Now I don't claim to be an expert (mainly because I'm not one) but I've just moved into a reporting role in a new organization and have noticed some peculiarities in the code. We report off a replication of the live system. Almost every table has a column called is_deleted. It is char(1) and just a soft delete flag. Valid values are 'y' and 'n'. Unfortunately sometimes NULL slips in there too, but I'm not permitted to do anything to change that. Less than 1% of rows are flagged as 'y'. All this means that every bit of SQL that has ever been written for reporting has this sort of thing in the WHERE clause: and isnull(my_tbl_1.is_deleted, 'n') ='n' and isnull(my_tbl_2.is_deleted, 'n') ='n' ...and so on. I was under the impression that isnull() was non sargable, so I wrote two identical queries, except that in the second on I wrote and (my_tbl_1.is_deleted is NULL or my_tbl_1.is_deleted = 'N') and (my_tbl_1.is_deleted is NULL or my_tbl_1.is_deleted = 'N') to my surprise, they generated exactly the same execution plan. Neither had a performance advantage. Incidentally, in all the indexes I've looked at here, none of them mention the is_deleted column. Is it possible that when the vast bulk of the values in a columns are the same (in this case 'n') that indexing the column is a bit pointless? If I had my way I'd report off an OLAP solution instead of the replicated OLTP db, and that way I could filter out all the pesky soft deleted rows before I even consider writing reports, but that's not an option just yet. Anyway I'd be interested to hear what y'all would do here.
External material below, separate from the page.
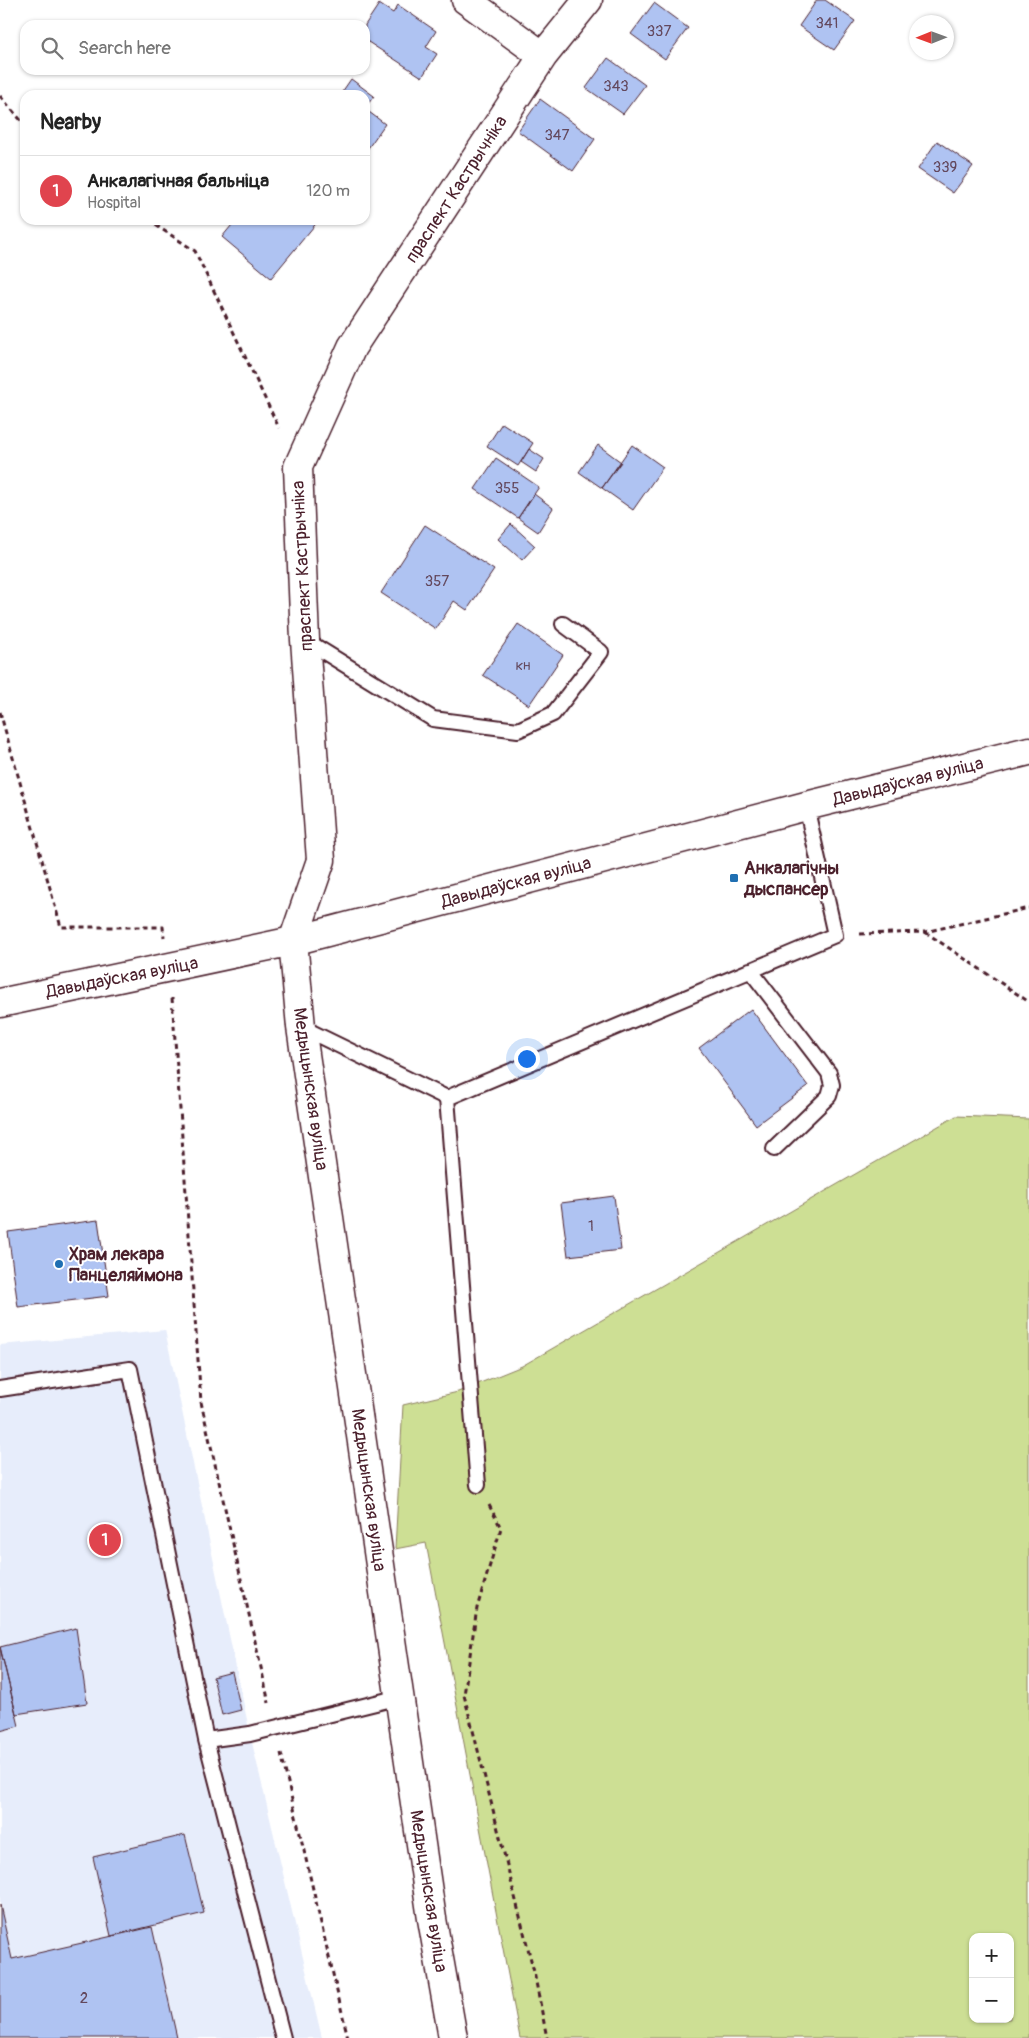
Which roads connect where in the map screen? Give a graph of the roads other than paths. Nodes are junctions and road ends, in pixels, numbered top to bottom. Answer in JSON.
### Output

You are correct in that indexing the column is pointless as the values there doe not provide enough cardinality, which is a very important factor when considering adding a column to existing index. Because of this, it does not matter that isnull is not SARGable, and you can change your my_tbl_1.is_deleted is NULL or my_tbl_1.is_deleted = 'N' -- to isnull(my_tbl_1.is_deleted, 'N') ='N' Oleg
Wait on... now I'm not so sure. That dreadful cop-out expression "It just depends..." is ringing in my ears. I decided to do a bit of reasonably real world testing. I created a test table that was identical to a table of events that I commonly use. I then created an index on each table with only one difference, you guessed it, the is_deleted flag was in one but not the other. Here are the indices: CREATE UNIQUE NONCLUSTERED INDEX ix_evnt_test ON dbo.evnt_test ( org_id, evt_start_dt, evt_end_dt, evt_id ) GO CREATE UNIQUE NONCLUSTERED INDEX ix_evnt ON dbo.evnt ( is_deleted, org_id, evt_start_dt, evt_end_dt, evt_id ) GO Now I ran the same query over both. It's the sort of query that crops up with reasonable regularity. select org.org_nm, ev.start_dt, ev.end_dt from dbo.evnt ev join dbo.organization org on org.org_id = ev.org_id where ev.start_dt = '20060701' and (ev.is_deleted = 'N' or ev.is_deleted is null); The query analyser tells me that the query on the table with `is_deleted` in the index (and listed first) will only cosume 13% of the resources when run side by side with the same query on the other table (which theoretically chews up the other 87%). Now I've been told to consider the query optimiser results a "useful indication" rather than gospel, so I timed them and ran them repeatedly together. The query with `is_deleted` in the index was consistently around 15% faster. In practical terms in this instance it amounted to around a mere 50ms faster, which I'm always getting told not to care about. But as a general principal it would seem like there are situations where an index that includes a poorly differentiated column will improve your outcome, if nothing else it got me into an index seek and a merge join as opposed to an index scan and a hash match. The index seek had an estimated operator cost of 1.7... er... thingies, while the index scan had an estimated operator cost of 13.6... thingies. Anyway I don't think I'll solve this without more testing, but any feedback is very much appreciated. GPO.
`org.org_nm` is being returned from the dbo.organization table, not the evnt table. `Org_id` is the pk of the dbo.organization table and an fk in the dbo.evnt table. Org_id is in the join so a covering index does appear to work. Hope this explains things. Thanks for your continued interest it is very helpful.
"...without `is_deleted` in the index, the index is not covering, right?..." Yes, I'm pretty sure that's the case. Without `is_deleted` it's bombing out to a heap scan. "...The real question is where to stick it?..." Man there is a lot to this business of testing! The philosophy in my new place of employment is "Who cares if the query takes an extra few seconds to run, just churn out the reports as fast as you can, there's no time for tweaking." Which explains why I'm looking into this on a Sunday - I dare not "waste" time on it at work. I'll fiddle around with the order of the items in the index and see what that reveals. This is a great forum for us learners, I have to say.